** Opening Provided data block **

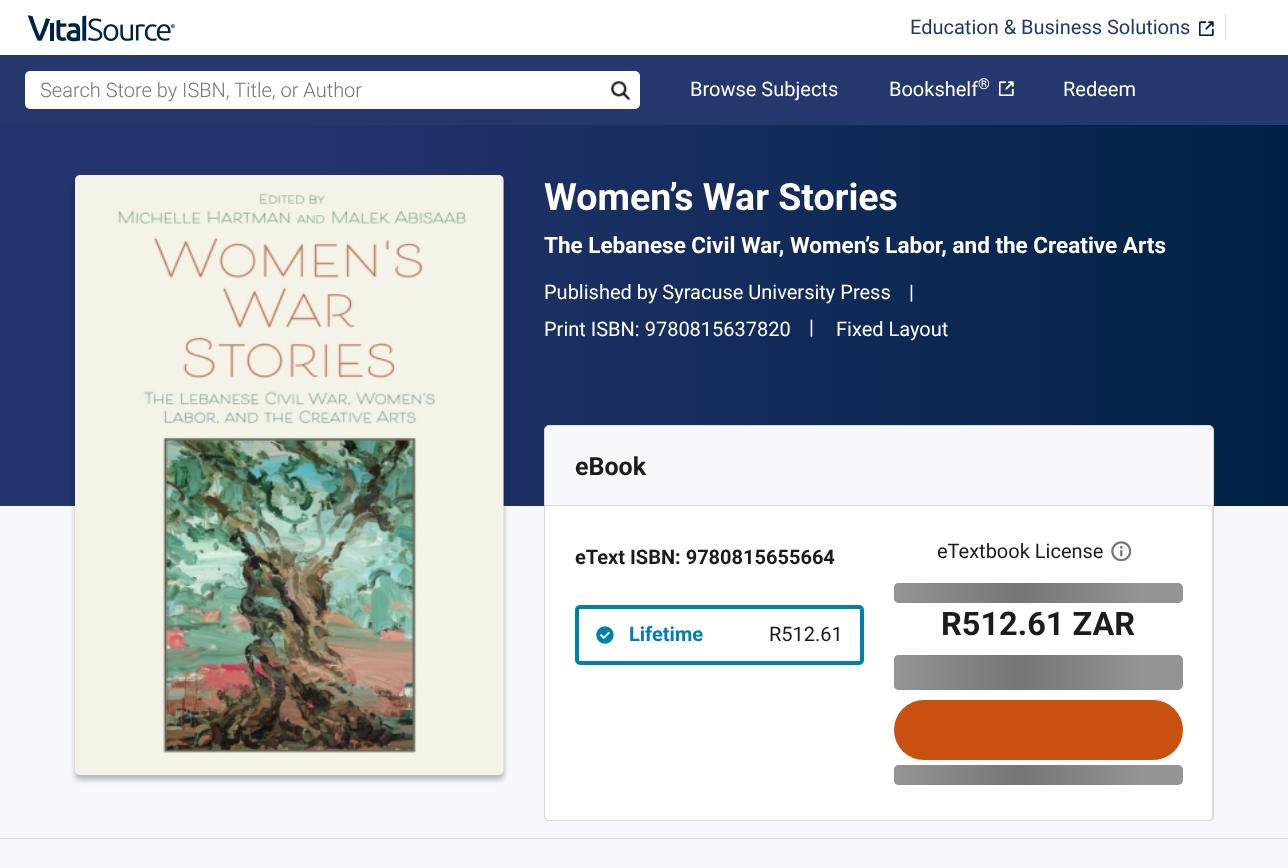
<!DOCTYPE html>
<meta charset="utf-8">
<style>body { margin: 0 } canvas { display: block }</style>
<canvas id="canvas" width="1288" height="868"></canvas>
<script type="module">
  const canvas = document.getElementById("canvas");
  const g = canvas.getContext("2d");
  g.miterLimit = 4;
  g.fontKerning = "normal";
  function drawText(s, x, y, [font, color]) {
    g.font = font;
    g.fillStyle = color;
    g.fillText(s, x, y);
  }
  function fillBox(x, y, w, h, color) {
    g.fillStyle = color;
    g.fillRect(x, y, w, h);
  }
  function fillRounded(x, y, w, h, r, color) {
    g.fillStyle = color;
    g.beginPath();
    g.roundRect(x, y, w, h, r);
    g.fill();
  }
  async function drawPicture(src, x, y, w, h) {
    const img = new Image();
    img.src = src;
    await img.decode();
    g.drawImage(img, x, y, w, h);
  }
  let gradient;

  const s1 = ["20px Roboto", "#24386E"];
  const s2 = ["300 20px Roboto", "#757575"];
  const s3 = ["20px Roboto", "#FFFFFF"];
  const s4 = ["15px Roboto", "#FFFFFF"];
  const s5 = ["bold 37.5px Roboto", "#FFFFFF"];
  const s6 = ["bold 22.5px Roboto", "#FFFFFF"];
  const s7 = ["bold 25px Roboto", "#1C1C1C"];
  const s8 = ["bold 20px Roboto", "#1C1C1C"];
  const s9 = ["bold 20px Roboto", "#007FAD"];
  const s10 = ["20px Roboto", "#1B1B26"];
  const s11 = ["20px Roboto", "#1C1C1C"];
  const s12 = ["bold 32.5px Roboto", "#1C1C1C"];

  fillBox(0, 0, 1288, 868, "#FFFFFF");
  await drawPicture("pic1.png", 27, 15, 148, 27);
  drawText("Education & Business Solutions", 910, 34, s1);
  await drawPicture("pic2.png", 1199, 21, 15, 15);
  fillBox(1225, 15, 1, 25, "#D3D7E2");
  fillBox(0, 55, 1288, 70, "#24386E");
  fillRounded(25, 71, 615, 38, 5, "#FFFFFF");
  drawText("Search Store by ISBN, Title, or Author", 40, 97, s2);
  await drawPicture("pic3.png", 611, 81, 20, 20);
  drawText("Browse Subjects", 690, 96, s3);
  drawText("Bookshelf", 889, 96, s3);
  drawText("®", 978, 89, s4);
  await drawPicture("pic4.png", 999, 81, 15, 15);
  drawText("Redeem", 1063, 96, s3);
  fillBox(0, 506, 1288, 332, "#F6F8FC");
  gradient = g.createLinearGradient(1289, 316, 0, 316);
  gradient.addColorStop(0, "#002244");
  gradient.addColorStop(0.77, "#24346E");
  g.fillStyle = gradient;
  g.fillRect(0, 125, 1288, 381);
  g.fillStyle = "rgba(0, 0, 0, 0.25)";
  g.filter = "blur(2.5px)";
  g.beginPath();
  g.roundRect(75, 180, 429, 600, 5);
  g.fill();
  g.filter = "none";
  await drawPicture("pic5.png", 75, 175, 429, 600);
  drawText("Women’s War Stories", 544, 210, s5);
  drawText("The Lebanese Civil War, Women’s Labor, and the Creative Arts", 544, 253, s6);
  drawText("Published by Syracuse University Press", 544, 299, s3);
  drawText("|", 909, 299, s3);
  drawText("Print ISBN: 9780815637820", 544, 336, s3);
  drawText("|", 809, 334, s3);
  drawText("Fixed Layout", 836, 336, s3);
  g.fillStyle = "#F6F8FC";
  g.beginPath();
  g.roundRect(544.5, 425.5, 669, 80, [4.5, 4.5, 0, 0]);
  g.fill();
  g.strokeStyle = "#DADADA";
  g.stroke();
  drawText("eBook", 575, 475, s7);
  g.fillStyle = "#FFFFFF";
  g.beginPath();
  g.roundRect(544, 506, 670, 315, [0, 0, 5, 5]);
  g.fill();
  g.fillStyle = "#DADADA";
  g.beginPath();
  g.moveTo(544, 506);
  g.lineTo(1214, 506);
  g.lineTo(1214, 816);
  g.bezierCurveTo(1214, 819, 1212, 821, 1209, 821);
  g.lineTo(549, 821);
  g.bezierCurveTo(546, 821, 544, 819, 544, 816);
  g.closePath();
  g.moveTo(545, 506);
  g.lineTo(1212, 506);
  g.lineTo(1212, 816);
  g.bezierCurveTo(1212, 818, 1211, 820, 1209, 820);
  g.lineTo(549, 820);
  g.bezierCurveTo(547, 820, 545, 818, 545, 816);
  g.closePath();
  g.fill("evenodd");
  drawText("eText ISBN: 9780815655664", 575, 564, s8);
  g.beginPath();
  g.roundRect(577, 607, 285, 56, 3);
  g.strokeStyle = "#007FAD";
  g.lineWidth = 4;
  g.stroke();
  await drawPicture("pic6.png", 596, 626, 18, 18);
  drawText("Lifetime", 629, 641, s9);
  drawText("R512.61", 769, 641, s10);
  drawText("eTextbook License", 937, 558, s11);
  await drawPicture("pic7.png", 1111, 541, 20, 20);
  fillRounded(894, 583, 289, 20, 5, "#949494");
  gradient = g.createLinearGradient(894, 593, 1144, 593);
  gradient.addColorStop(0, "#949494");
  gradient.addColorStop(0.5, "#757575");
  gradient.addColorStop(1, "#949494");
  g.fillStyle = gradient;
  g.beginPath();
  g.roundRect(894, 583, 250, 20, [5, 0, 0, 5]);
  g.fill();
  drawText("R512.61 ZAR", 941, 635, s12);
  fillRounded(894, 655, 289, 35, 5, "#949494");
  gradient = g.createLinearGradient(894, 673, 1144, 673);
  gradient.addColorStop(0, "#949494");
  gradient.addColorStop(0.5, "#757575");
  gradient.addColorStop(1, "#949494");
  g.fillStyle = gradient;
  g.beginPath();
  g.roundRect(894, 655, 250, 35, [5, 0, 0, 5]);
  g.fill();
  fillRounded(894, 700, 289, 60, 30, "#CA500F");
  fillRounded(894, 765, 289, 20, 5, "#949494");
  gradient = g.createLinearGradient(894, 775, 1144, 775);
  gradient.addColorStop(0, "#949494");
  gradient.addColorStop(0.5, "#757575");
  gradient.addColorStop(1, "#949494");
  g.fillStyle = gradient;
  g.beginPath();
  g.roundRect(894, 765, 250, 20, [5, 0, 0, 5]);
  g.fill();
  fillBox(0, 839, 1288, 29, "#F6F8FC");
  fillBox(0, 838, 1288, 1, "#DADADA");
</script>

** Closing Provided data block **

Assignment
The lines to return are those with the string "canvas" in them; copy each from the entries above.

The completed task
<style>body { margin: 0 } canvas { display: block }</style>
<canvas id="canvas" width="1288" height="868"></canvas>
  const canvas = document.getElementById("canvas");
  const g = canvas.getContext("2d");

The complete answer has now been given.